Sen. Al Franken has been accused of groping a woman during a USO tour in 2006 — and he's supporting the call for a congressional investigation into his own behavior.
On Thursday, KABC Radio news anchor Leeann Tweeden published a story accusing Minnesota Sen. Al Franken of "aggressively" kissing and groping her, without her consent, during a USO tour in 2006.
The kiss was part of a comedy skit he had written for the two of them, and according to Tweeden, he repeatedly insisted that they rehearse the kiss. When she reluctantly agreed, hoping that he would "stop badgering" her, he "mashed his lips against" hers and "aggressively stuck his tongue in" her mouth.

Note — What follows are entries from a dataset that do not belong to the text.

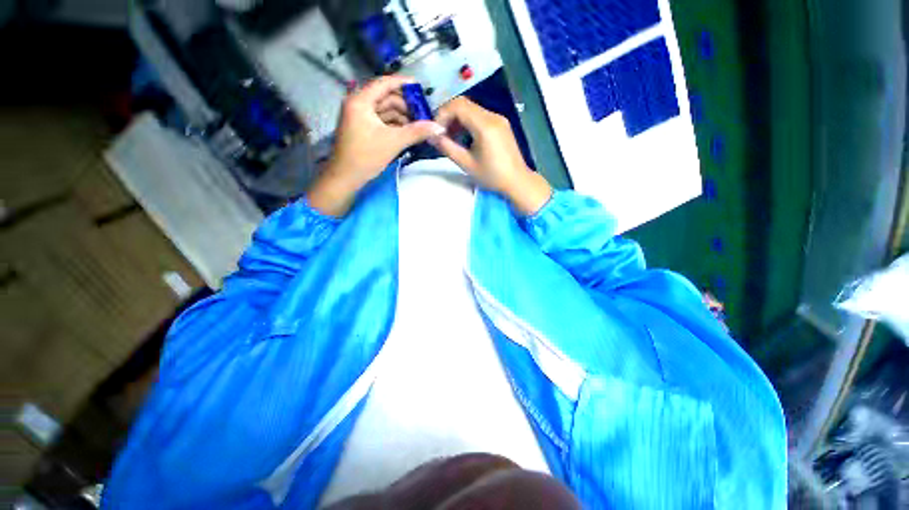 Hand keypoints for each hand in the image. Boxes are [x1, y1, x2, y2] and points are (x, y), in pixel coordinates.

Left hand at [308, 75, 444, 216]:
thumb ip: (416, 132)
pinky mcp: (361, 129)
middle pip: (385, 97)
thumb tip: (438, 127)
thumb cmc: (366, 156)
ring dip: (400, 116)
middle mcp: (358, 104)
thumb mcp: (393, 142)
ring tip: (417, 125)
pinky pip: (380, 121)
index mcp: (361, 101)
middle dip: (404, 105)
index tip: (419, 86)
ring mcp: (358, 117)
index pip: (384, 83)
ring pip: (383, 110)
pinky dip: (393, 124)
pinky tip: (406, 132)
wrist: (345, 177)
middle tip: (422, 114)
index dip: (402, 83)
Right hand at [431, 97, 551, 214]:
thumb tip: (431, 136)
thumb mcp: (466, 164)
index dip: (442, 114)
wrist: (517, 181)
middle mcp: (492, 116)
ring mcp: (498, 119)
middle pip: (464, 104)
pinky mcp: (501, 124)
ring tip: (451, 138)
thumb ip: (447, 148)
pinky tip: (465, 138)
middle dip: (449, 116)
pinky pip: (480, 116)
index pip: (458, 105)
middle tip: (441, 134)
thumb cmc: (492, 176)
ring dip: (458, 119)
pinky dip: (468, 122)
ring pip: (472, 109)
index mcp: (485, 125)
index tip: (436, 131) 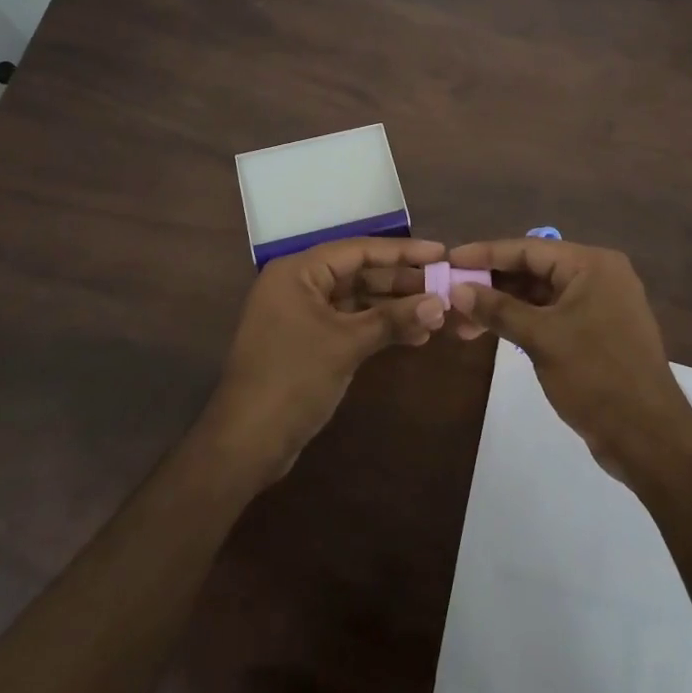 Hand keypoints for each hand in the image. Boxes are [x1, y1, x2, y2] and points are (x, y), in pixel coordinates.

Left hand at [203, 237, 448, 480]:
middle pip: (359, 273)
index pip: (358, 249)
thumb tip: (440, 303)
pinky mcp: (309, 341)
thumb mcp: (346, 344)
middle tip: (445, 287)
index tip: (440, 252)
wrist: (246, 443)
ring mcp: (303, 314)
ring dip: (394, 308)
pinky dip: (379, 328)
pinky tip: (414, 336)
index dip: (402, 252)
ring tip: (436, 315)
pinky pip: (350, 322)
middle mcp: (299, 284)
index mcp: (299, 271)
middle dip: (401, 283)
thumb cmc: (293, 379)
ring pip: (357, 300)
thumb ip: (393, 319)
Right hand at [447, 239, 691, 481]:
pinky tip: (491, 330)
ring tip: (463, 321)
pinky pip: (550, 315)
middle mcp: (597, 276)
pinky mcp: (595, 333)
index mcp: (591, 265)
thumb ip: (498, 309)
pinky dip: (522, 321)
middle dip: (491, 283)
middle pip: (533, 269)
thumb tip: (457, 289)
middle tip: (451, 294)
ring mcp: (598, 305)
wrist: (650, 440)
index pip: (528, 248)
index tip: (450, 258)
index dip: (486, 254)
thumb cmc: (597, 376)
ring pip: (539, 295)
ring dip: (502, 305)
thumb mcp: (542, 339) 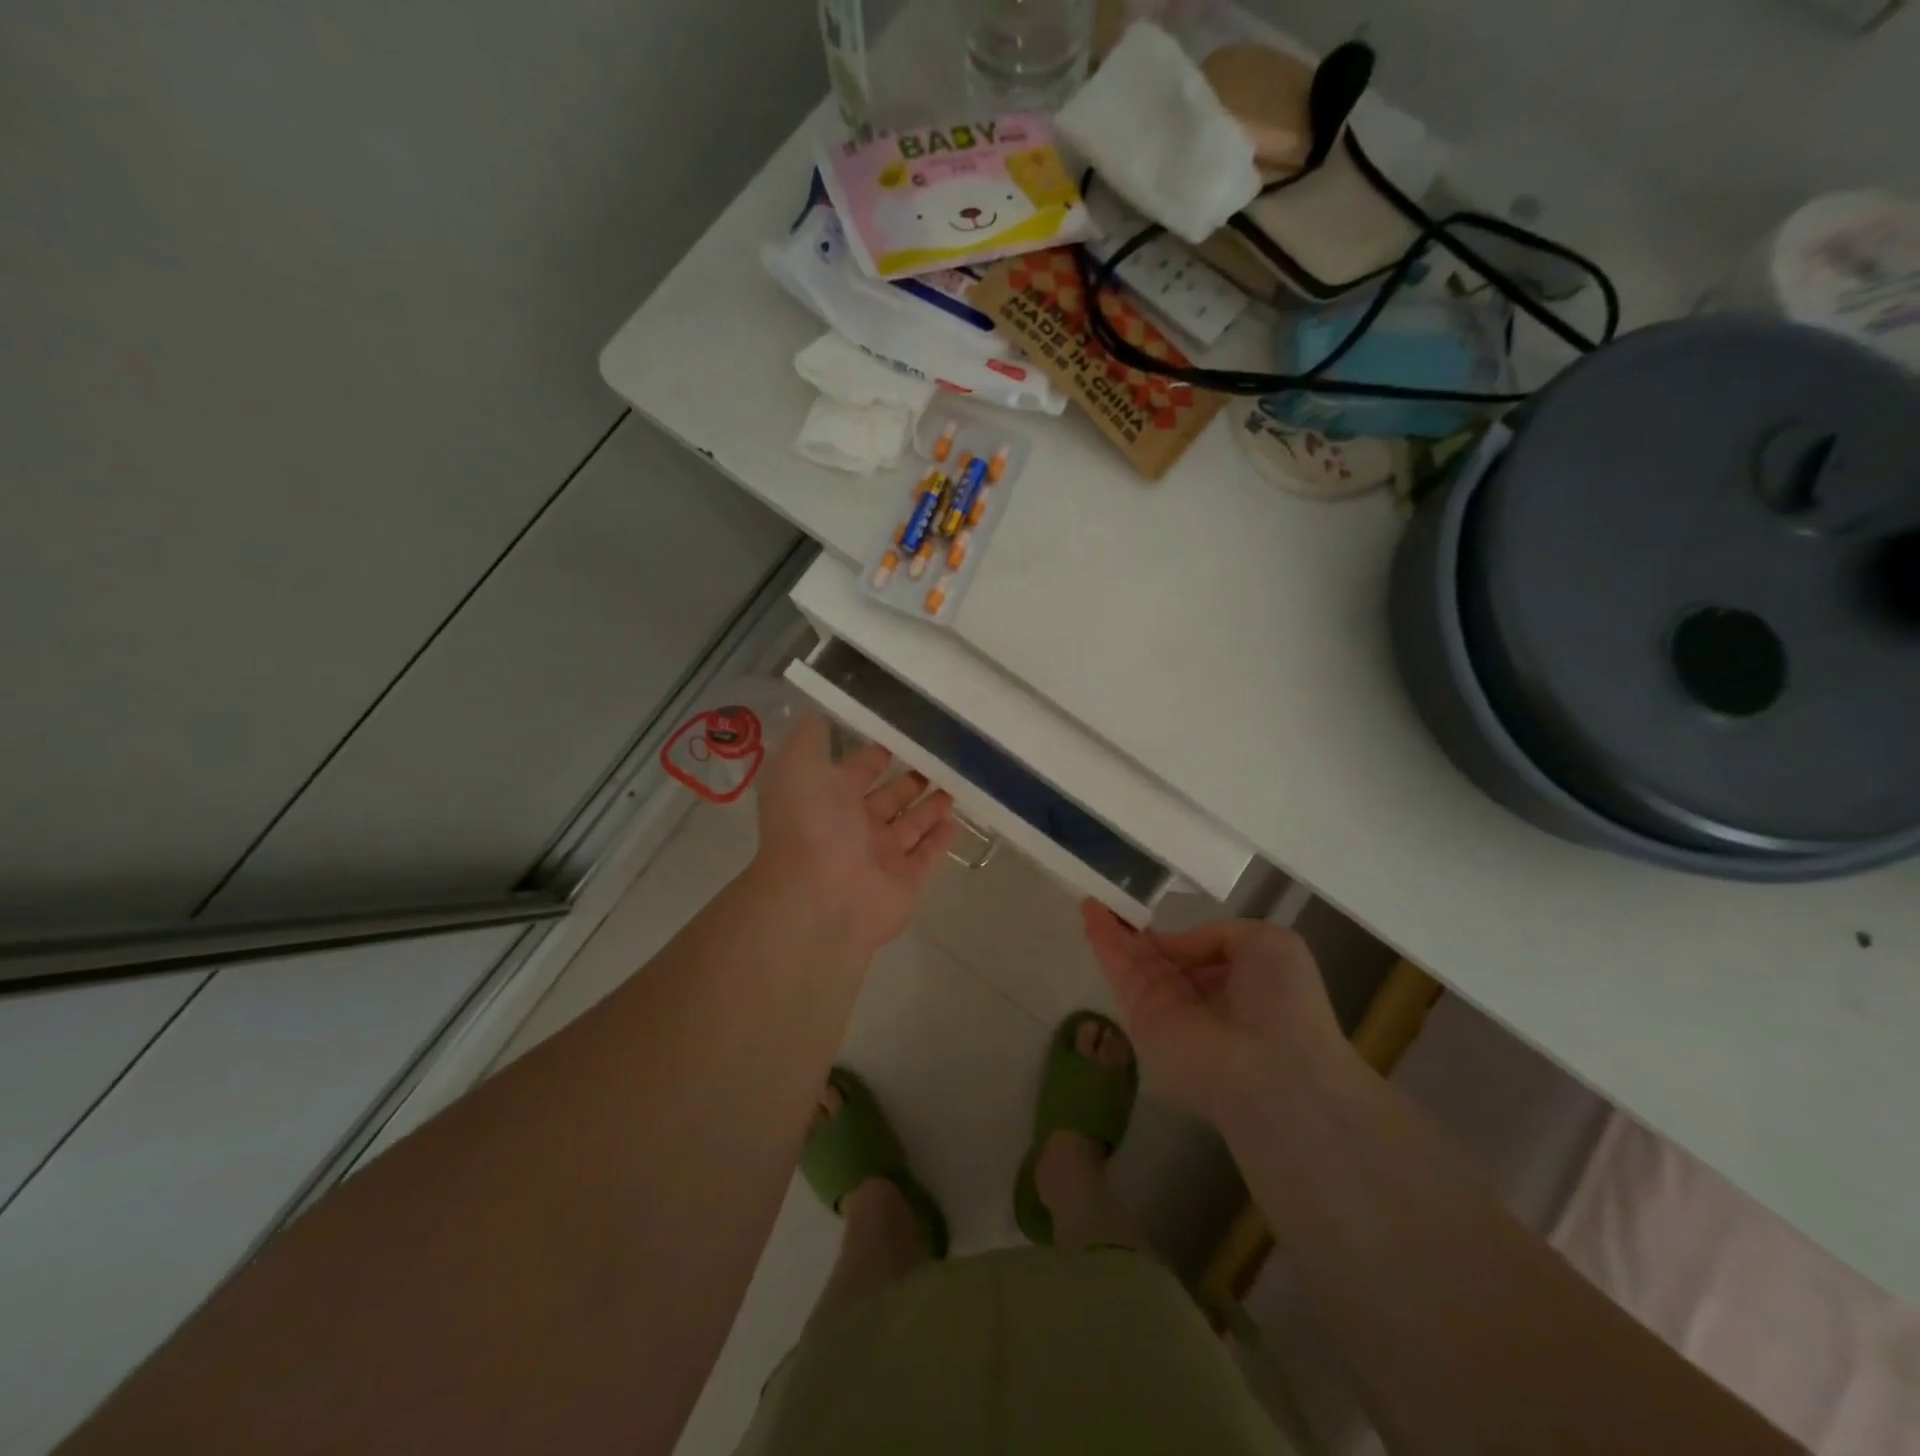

After the incident, she says, she "felt disgusted and violated."
Tweeden also included a photograph of Franken groping her breasts while she was asleep.
Shortly after Tweeden's story was released, Senate Majority Leader Mitch McConnell called for an ethics investigation into Franken's behavior, even though the incident occurred before Franken joined the Senate.
In a statement, Franken apologized for his behavior and agreed that an investigation should be undertaken:
The first thing I want to do is apologize: to Leeann, to everyone else who was part of that tour, to everyone who has worked for me, to everyone I represent, and to everyone who counts on me to be an ally and supporter and champion of women. There's more I want to say, but the first and most important thing—and if it's the only thing you care to hear, that's fine—is: I'm sorry.
I respect women. I don't respect men who don't. And the fact that my own actions have given people a good reason to doubt that makes me feel ashamed. [...]
I am asking that an ethics investigation be undertaken, and I will gladly cooperate.
The reactions to the allegations on Capitol Hill have been swift, with Franken's fellow Democratic senators, including Missouri's Claire McCaskill and Minority Leader Chuck Schumer, unequivocally condemning sexual misconduct and supporting calls for an ethics investigation.
It's a far cry from how Republicans have handled similar allegations against members of their own party.
The National Republican Senatorial Committee immediately called on Democrats to return any donations they have received from Franken, despite waiting nearly a week to sever ties with Alabama Senate nominee Roy Moore, who has been accused by many women of sexually assaulting them when they were minors.
Neither McConnell nor any member of his party has called for investigations into Donald Trump, who has not only been accused of sexually assaulting and harassing multiple women, but has actually admitted to it.
Despite the Republican Party's obvious and transparent attempt to use allegations against Franken to distract from the disastrous Moore situation — and their continued refusal to address the admitted sexual predator in the White House — Democrats are holding themselves to a higher, nonpartisan standard. As well they should.
Anyone accused of sexual assault or harassment should be held to account, regardless of party. That Franken has agreed to cooperate with an investigation is a good first step.